On the prospect of humanity reaching Mars:
"There is very little doubt, in my mind, that what the next monumental achievement of humanity will be the first landing by an Earthling, a human being, on the planet Mars. And I expect that within 2 decades of the [50th] anniversary of the first landing on the moon, that within 2 decades America will lead an international presence on Planet Mars."
On Elon Musk and SpaceX:
"Some people may be rooting for Elon – I think he could, with his SpaceX, contribute considerably, enormously, to an international activity not only at the moon but also on Mars...
Your question referred to a monumental achievement by humanity - that should not be one private company at all, it should be a collection of the best from all the countries on Earth, and the leader of the nation or the groups who makes a commitment to do that in 2 decades will be remembered throughout history, hundreds and thousands of years in the future of the history of humanity, beginning, commencing, a human occupation of the solar system."

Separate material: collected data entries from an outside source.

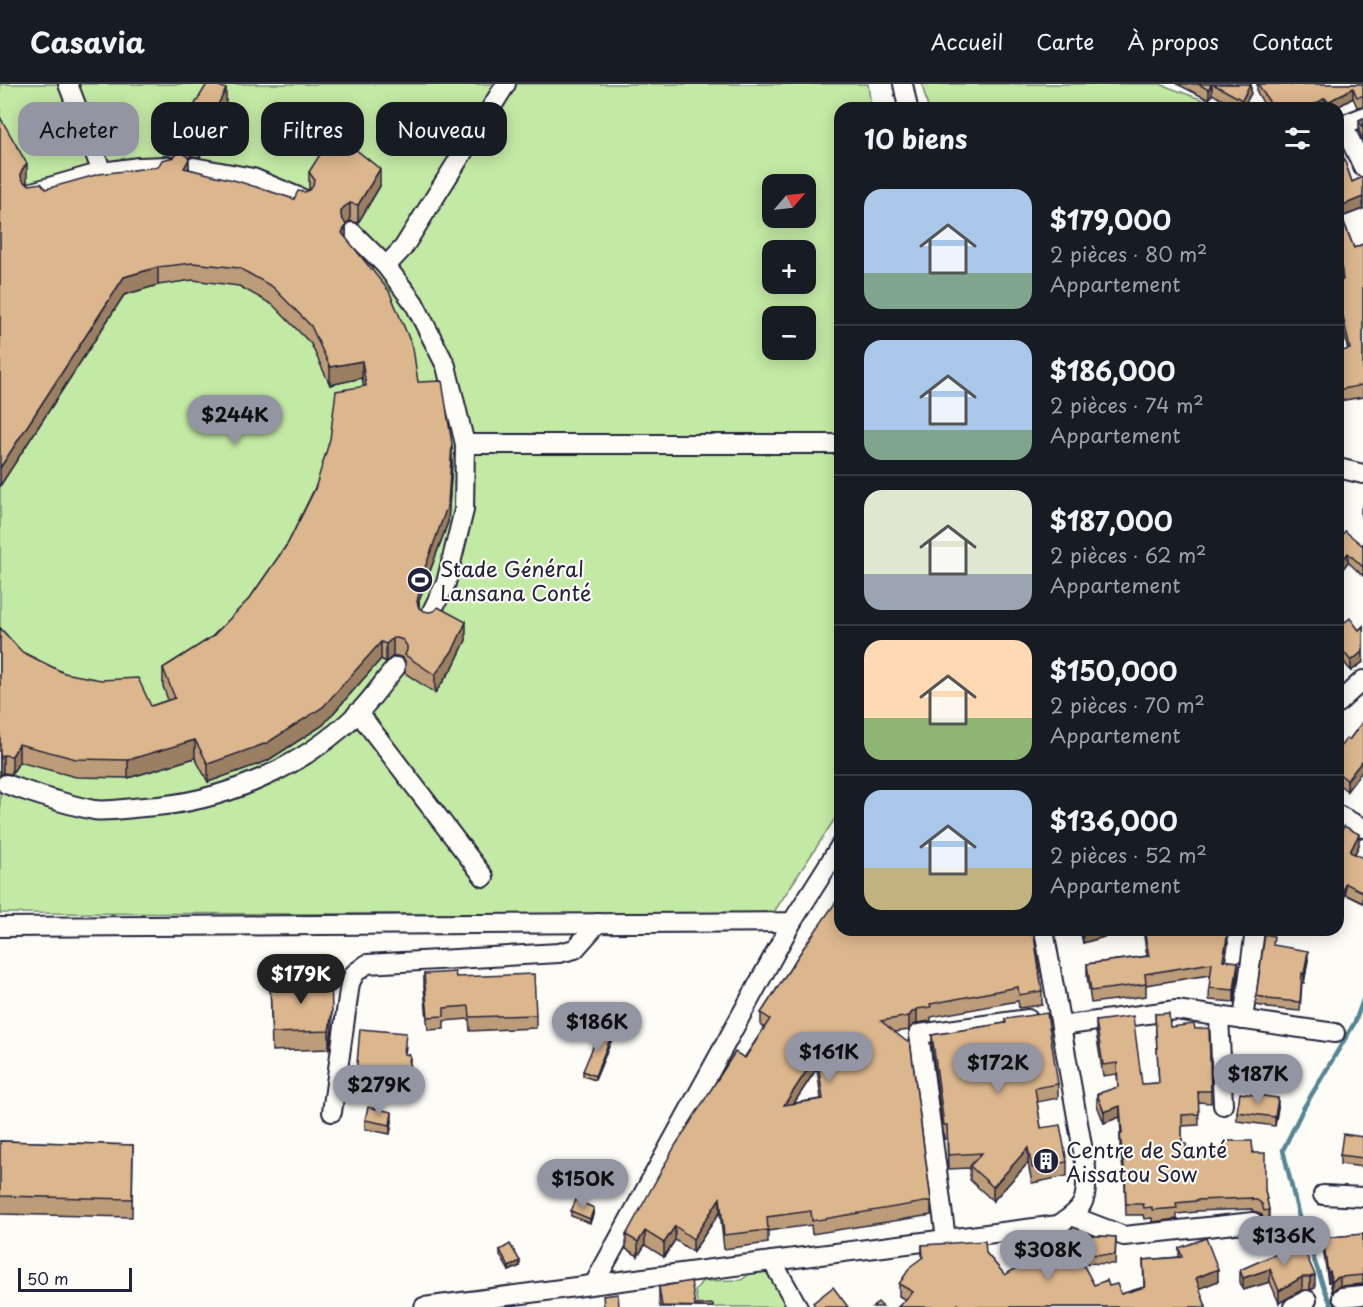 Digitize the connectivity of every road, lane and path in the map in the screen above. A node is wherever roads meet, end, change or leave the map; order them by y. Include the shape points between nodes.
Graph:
1 (68, 84) edge
2 (506, 84) edge
3 (903, 84) edge
4 (907, 102) edge
5 (1363, 117) edge
6 (1344, 125) edge
7 (1344, 132) edge
8 (168, 166) edge
9 (194, 167) dead end
10 (1363, 167) edge
11 (102, 172) junction
12 (32, 192) edge
13 (303, 199) edge
14 (352, 232) dead end
15 (386, 266) junction
16 (465, 444) junction
17 (834, 444) edge
18 (1344, 469) edge
19 (1363, 474) edge
20 (428, 620) edge
21 (396, 667) dead end
22 (1363, 680) edge
23 (1344, 697) edge
24 (358, 712) junction
25 (6, 784) dead end
26 (1344, 818) edge
27 (1363, 828) edge
28 (834, 856) edge
29 (484, 877) dead end
30 (792, 922) junction
31 (598, 923) junction
32 (0, 927) edge
33 (1045, 936) edge
34 (1254, 936) edge
35 (1219, 1016) junction
36 (1060, 1020) junction
37 (1243, 1020) junction
38 (1335, 1033) dead end
39 (1223, 1105) dead end
40 (332, 1112) dead end
41 (1323, 1195) dead end
42 (1363, 1197) edge
43 (1072, 1216) junction
44 (1253, 1222) dead end
45 (945, 1239) junction
46 (772, 1261) junction
47 (594, 1284) junction
48 (1363, 1295) edge
49 (1342, 1298) dead end
50 (424, 1307) edge
51 (798, 1307) edge

1 - 11 street
2 - 15 street via 403,248
3 - 4 street
5 - 6 street
7 - 10 street
8 - 11 street
9 - 13 street via 253,178
11 - 12 street
14 - 15 street
15 - 16 street via 414,303 446,366
16 - 17 street
16 - 20 street via 464,510 446,583
18 - 19 street
21 - 24 street
22 - 23 street
24 - 25 street via 317,748 219,795 160,807 96,810
24 - 29 street
26 - 27 street
28 - 30 street
30 - 31 street
30 - 47 street
31 - 32 street
31 - 40 street via 575,949 559,954 367,964 350,983
33 - 36 street
34 - 37 street
35 - 36 street via 1176,1010
35 - 37 street
35 - 39 street
36 - 43 street via 1086,1168 1087,1192
36 - 45 street via 919,1034
37 - 38 street
41 - 42 street
43 - 44 street via 1124,1236
43 - 45 street via 1058,1225
45 - 46 street
46 - 47 street
46 - 51 street
47 - 50 street
48 - 49 street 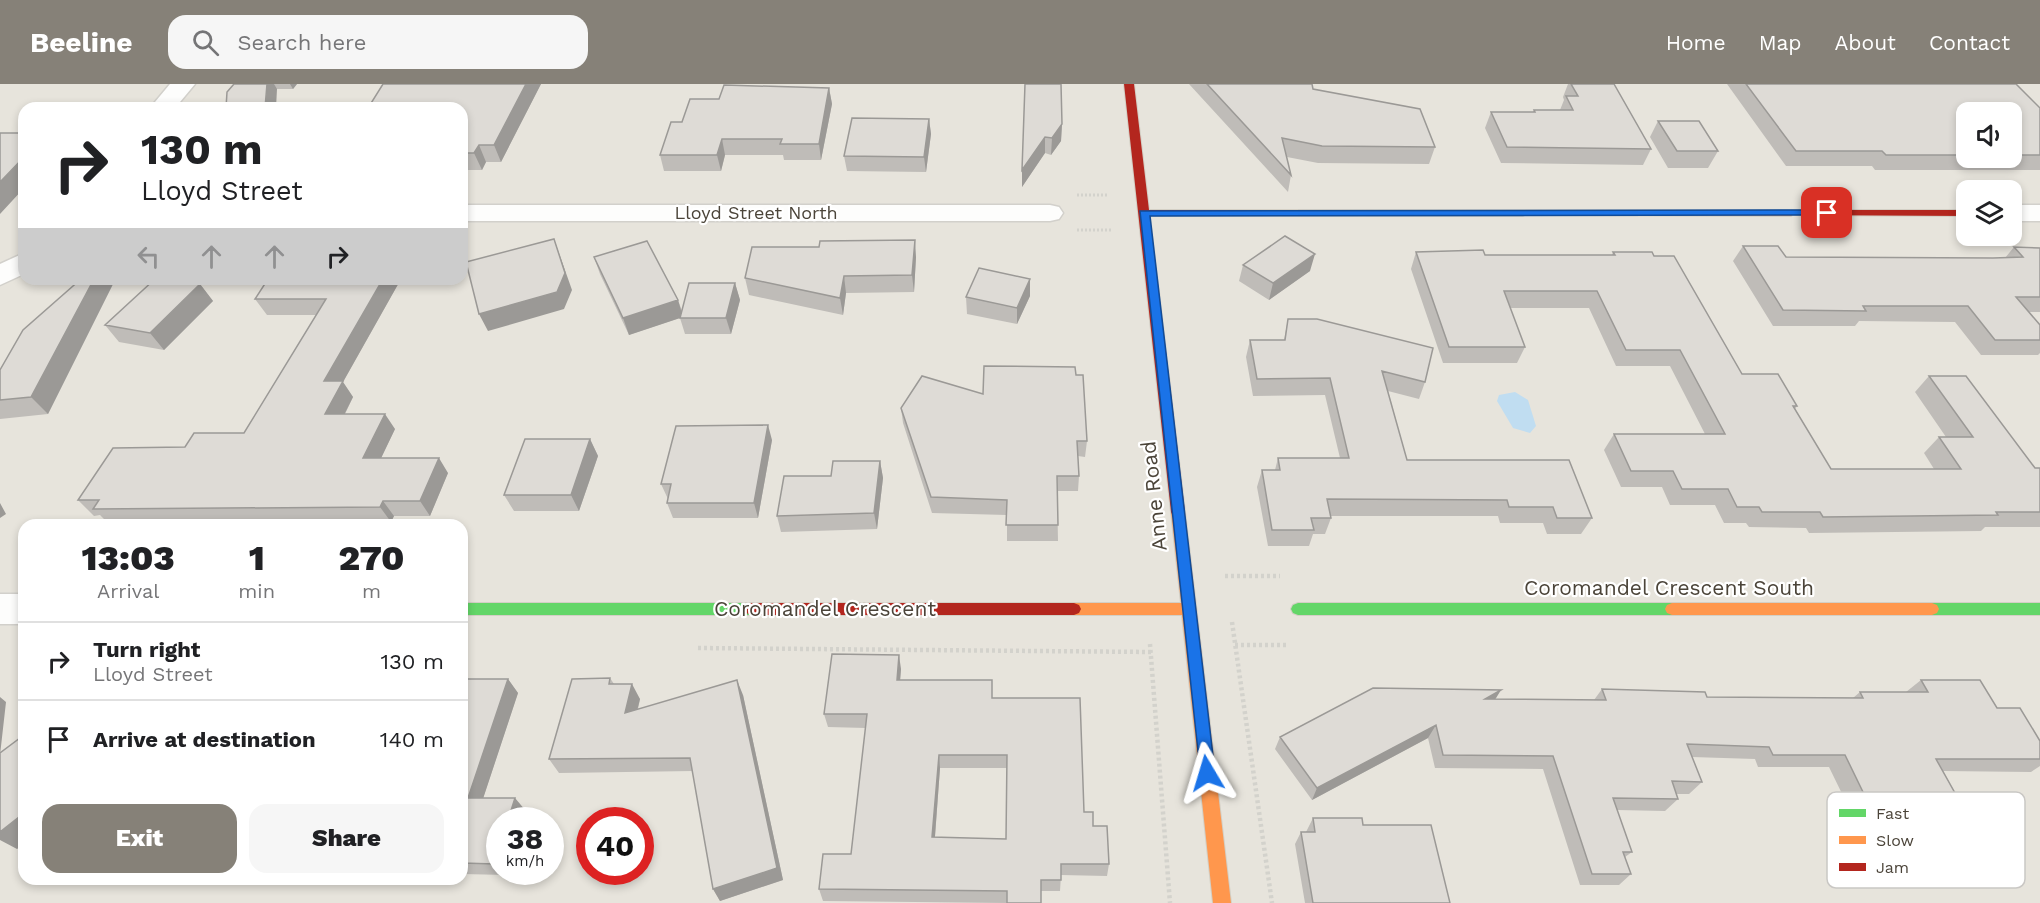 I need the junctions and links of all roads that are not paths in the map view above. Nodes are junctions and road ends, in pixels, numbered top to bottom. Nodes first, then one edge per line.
1 (183, 84) edge
2 (1129, 84) edge
3 (167, 102) edge
4 (468, 213) edge
5 (1050, 213) dead end
6 (1144, 213) junction
7 (1956, 213) edge
8 (2022, 213) edge
9 (2040, 213) edge
10 (18, 266) edge
11 (0, 276) edge
12 (0, 609) edge
13 (18, 609) edge
14 (468, 609) edge
15 (1188, 609) junction
16 (1298, 609) dead end
17 (2040, 609) edge
18 (1222, 903) edge

1 - 3 street
2 - 6 street, Anne Road
4 - 5 street, Lloyd Street North
6 - 7 street
6 - 15 street, Anne Road
8 - 9 street
10 - 11 street
12 - 13 street
14 - 15 street, Coromandel Crescent
15 - 18 street, Anne Road
16 - 17 street, Coromandel Crescent South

And on returning to the Moon:
"To those of us that feel that America is a leader, it was, we helped win WWI, WWII, the Cold War, and we can lead the other nations in peace, just the way that the plaque on the moon that Neil and I left, “We came in peace for all Mankind” – I believe that that is so American, to do things, and share with other nations of the world. That’s how we should go back to the Moon, not by competing with other nations, like China, to land our people – we’ve done that...
So let the other nations of the world put their citizens on the surface of the moon for prestige – that is a major reason why nations put their people on the Moon. But we’ve done that, we can help the other nations, and we can help other nations use our facilities...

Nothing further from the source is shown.